An issue has started to occur where DoEvents never exits. The UI is responsive (I can see UI thread activity in the user logs) so DoEvents seems to be pumping the messages, but for some reason it never completes. Unfortunately this DoEvents is in the main data-processing component, which means this stops processing server responses as it's stuck on the DoEvents line.

We have Stopwatch trace which tells how long the DoEvents ran for - staggeringly I got a log where it said it was running for 188267770 milliseconds, which is 52 hours (gulp).
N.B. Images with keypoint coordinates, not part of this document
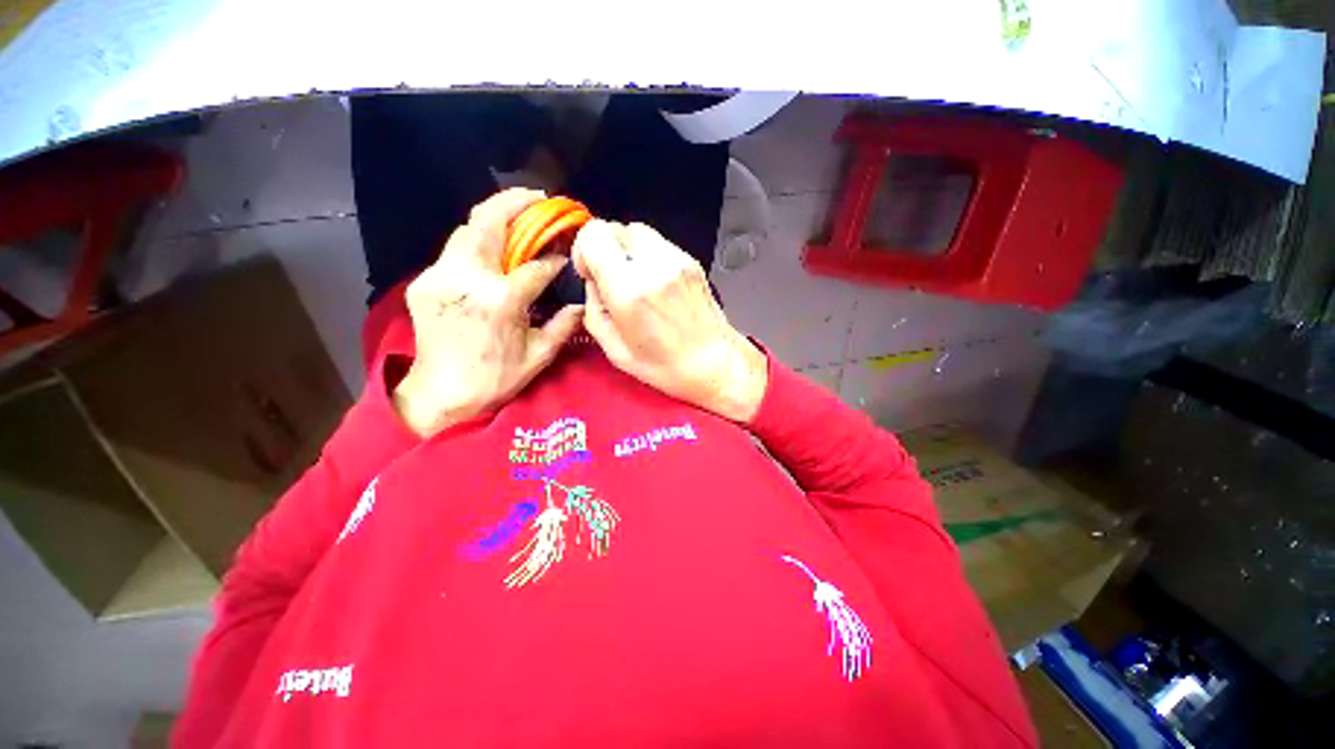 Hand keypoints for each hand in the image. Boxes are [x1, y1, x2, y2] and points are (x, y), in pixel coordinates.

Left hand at [393, 189, 583, 436]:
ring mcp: (440, 278)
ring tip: (517, 215)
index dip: (554, 259)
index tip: (566, 256)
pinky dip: (476, 242)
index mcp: (499, 302)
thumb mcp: (539, 356)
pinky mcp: (424, 283)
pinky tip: (492, 250)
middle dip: (515, 204)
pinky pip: (454, 251)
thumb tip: (583, 303)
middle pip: (488, 224)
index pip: (535, 266)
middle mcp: (466, 280)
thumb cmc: (496, 379)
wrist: (441, 396)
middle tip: (538, 198)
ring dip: (494, 218)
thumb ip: (564, 324)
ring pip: (466, 230)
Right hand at [572, 220, 767, 421]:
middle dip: (605, 251)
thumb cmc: (665, 367)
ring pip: (638, 231)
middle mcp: (653, 266)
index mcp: (629, 291)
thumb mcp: (615, 351)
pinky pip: (659, 243)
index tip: (590, 274)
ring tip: (635, 281)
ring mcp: (677, 260)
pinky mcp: (692, 260)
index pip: (594, 234)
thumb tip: (594, 283)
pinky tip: (656, 284)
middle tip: (612, 280)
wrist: (717, 363)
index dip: (584, 250)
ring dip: (627, 251)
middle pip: (615, 228)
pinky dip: (648, 256)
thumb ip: (594, 310)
It seemed to get into this state at about 3am on a Saturday, until the user came in on Monday and shut the app down (not killing the process, I can see the GUI thread trace closing things gracefully), at which point the DoEvents completes and the timer data is logged (so something which happens during shutdown must convince DoEvents to complete).

Of course, this only happens on the production user's machines, and not on my dev box :)

Has anyone ever seen a similar problem to this?

I've decompiled DoEvents and also how Conrol.BeginInvoke pushes method delegates onto the GUI thread using the Windows message queue, but I cannot see how DoEvents can get stuck like this, and keep the UI responsive.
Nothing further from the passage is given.